Daldry takes some care depicting this violence on both sides: police and strikers in ferocious, shouting tugs of war on picket lines, phalanxes of police beating their shields with batons – Billy’s rough hothead older brother Tony (Jamie Draven) is clubbed bloody – and enraged strikers pelting scab-carrying buses with eggs and rocks. The strike also caused extreme privation. Billy’s father Jackie weeps twice during this story, first when he’s forced to smash his late wife’s piano with a sledge hammer to burn the wood for heat on Christmas Eve, the second time from fear when he rides the scabs’ bus to work so he can buy Billy’s bus ticket to London. In this life – nasty, brutish and short – men fight tooth and nail, 11-year-old boys take boxing lessons, and an incensed father who’s never been to London because “they don’t have mines there” equates ballet with “poofs.”
Billy isn’t gay. That’s why Mrs. Wilkinson’s precocious daughter Debbie is in this film, starting a pillow fight with Billy that fills the air with feathers and looks forward to the sexual charge of Billy’s breathtaking leap onto stage years later in Tchaikovsky’s Swan Lake. But his forlorn friend Michael (Stuart Wells), whom we first meet refusing to box, is. At first sharply put off, Billy’s growing comfort with Michael parallels his growing acceptance of his own desire to dance. And one of the film’s pleasures is the increasing physical affection among the Elliot men as their definitions of manliness expand and they start supporting Billy’s dancing.

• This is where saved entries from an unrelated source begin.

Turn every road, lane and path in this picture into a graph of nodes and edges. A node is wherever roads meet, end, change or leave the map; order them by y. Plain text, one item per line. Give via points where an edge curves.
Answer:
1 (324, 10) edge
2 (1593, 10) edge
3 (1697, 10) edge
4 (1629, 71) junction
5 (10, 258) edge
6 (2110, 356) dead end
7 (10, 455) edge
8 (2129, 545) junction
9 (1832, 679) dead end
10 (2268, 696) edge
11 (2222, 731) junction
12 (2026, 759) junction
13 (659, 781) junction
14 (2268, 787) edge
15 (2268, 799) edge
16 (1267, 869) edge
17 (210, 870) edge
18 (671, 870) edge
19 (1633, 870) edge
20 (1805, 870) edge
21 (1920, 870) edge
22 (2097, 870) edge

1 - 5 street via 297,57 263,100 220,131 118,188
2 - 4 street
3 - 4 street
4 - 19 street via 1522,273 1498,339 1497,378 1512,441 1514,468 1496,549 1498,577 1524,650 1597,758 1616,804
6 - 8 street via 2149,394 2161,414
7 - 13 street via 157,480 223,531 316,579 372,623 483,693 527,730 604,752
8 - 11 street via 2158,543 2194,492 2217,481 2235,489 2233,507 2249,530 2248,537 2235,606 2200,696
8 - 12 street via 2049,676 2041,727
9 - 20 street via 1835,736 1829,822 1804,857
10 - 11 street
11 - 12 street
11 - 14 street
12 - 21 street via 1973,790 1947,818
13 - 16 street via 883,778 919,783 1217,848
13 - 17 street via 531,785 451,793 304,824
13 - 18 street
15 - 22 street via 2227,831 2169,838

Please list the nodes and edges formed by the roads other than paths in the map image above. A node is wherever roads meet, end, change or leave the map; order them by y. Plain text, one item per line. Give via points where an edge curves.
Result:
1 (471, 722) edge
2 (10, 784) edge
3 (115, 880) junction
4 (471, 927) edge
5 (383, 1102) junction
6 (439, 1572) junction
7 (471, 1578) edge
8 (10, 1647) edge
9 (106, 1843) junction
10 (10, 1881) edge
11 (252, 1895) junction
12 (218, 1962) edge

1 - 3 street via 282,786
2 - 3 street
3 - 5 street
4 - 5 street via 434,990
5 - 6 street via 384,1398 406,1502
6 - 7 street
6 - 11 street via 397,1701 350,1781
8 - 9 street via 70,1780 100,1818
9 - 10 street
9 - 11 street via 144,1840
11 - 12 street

The role of women in the film is less satisfying. Formerly, all Billy’s support has come from women – from Mrs. Wilkinson, from his mother Jenny’s example, from his grandmother’s love of dance. Even the pivotal question at his Royal Ballet audition, which restores this tongue-tied boy’s voice – “How do you feel when you dance?” – comes from the sole woman on the interview panel. And moved as Jackie Elliot is by how good Billy’s gotten, the deal maker is that “his mother would’ve let him.” Still, Mrs. Wilkinson disappears from the story abruptly and for good after Jackie’s conversion – I would at least have liked to see her in the final scene that gathers many of the principals together ten years later – as if Daldry insists that men must not delegate some matters.
Interestingly, the film delays powerfully muscular, masculine ballet until the end, fast forwarding to Billy at age 25 by splicing in footage of dancer Adam Cooper in Matthew Bourne’s 1995 all-male revival of Swan Lake. This production on Broadway earned Adam Cooper a Tony nomination for best actor in a musical and was extremely popular with teen-age boys, causing a minor surge in dance lessons. Young Billy’s major dance sequences – his sense of self and skill still awkward works in progress – instead rely on dazzling tap work down the bleak brick alleys of his town, danced not in toe shoes but laced-up boots, especially his raw anguish when his father at first forbids the Royal Ballet audition. We get to watch both men grow up.
This review appeared in the 2/21/08 issue of the Syracuse City Eagle weekly, where “Make it Snappy” is a regular column reviewing recent films that did not open theatrically in CNY & older films of enduring worth.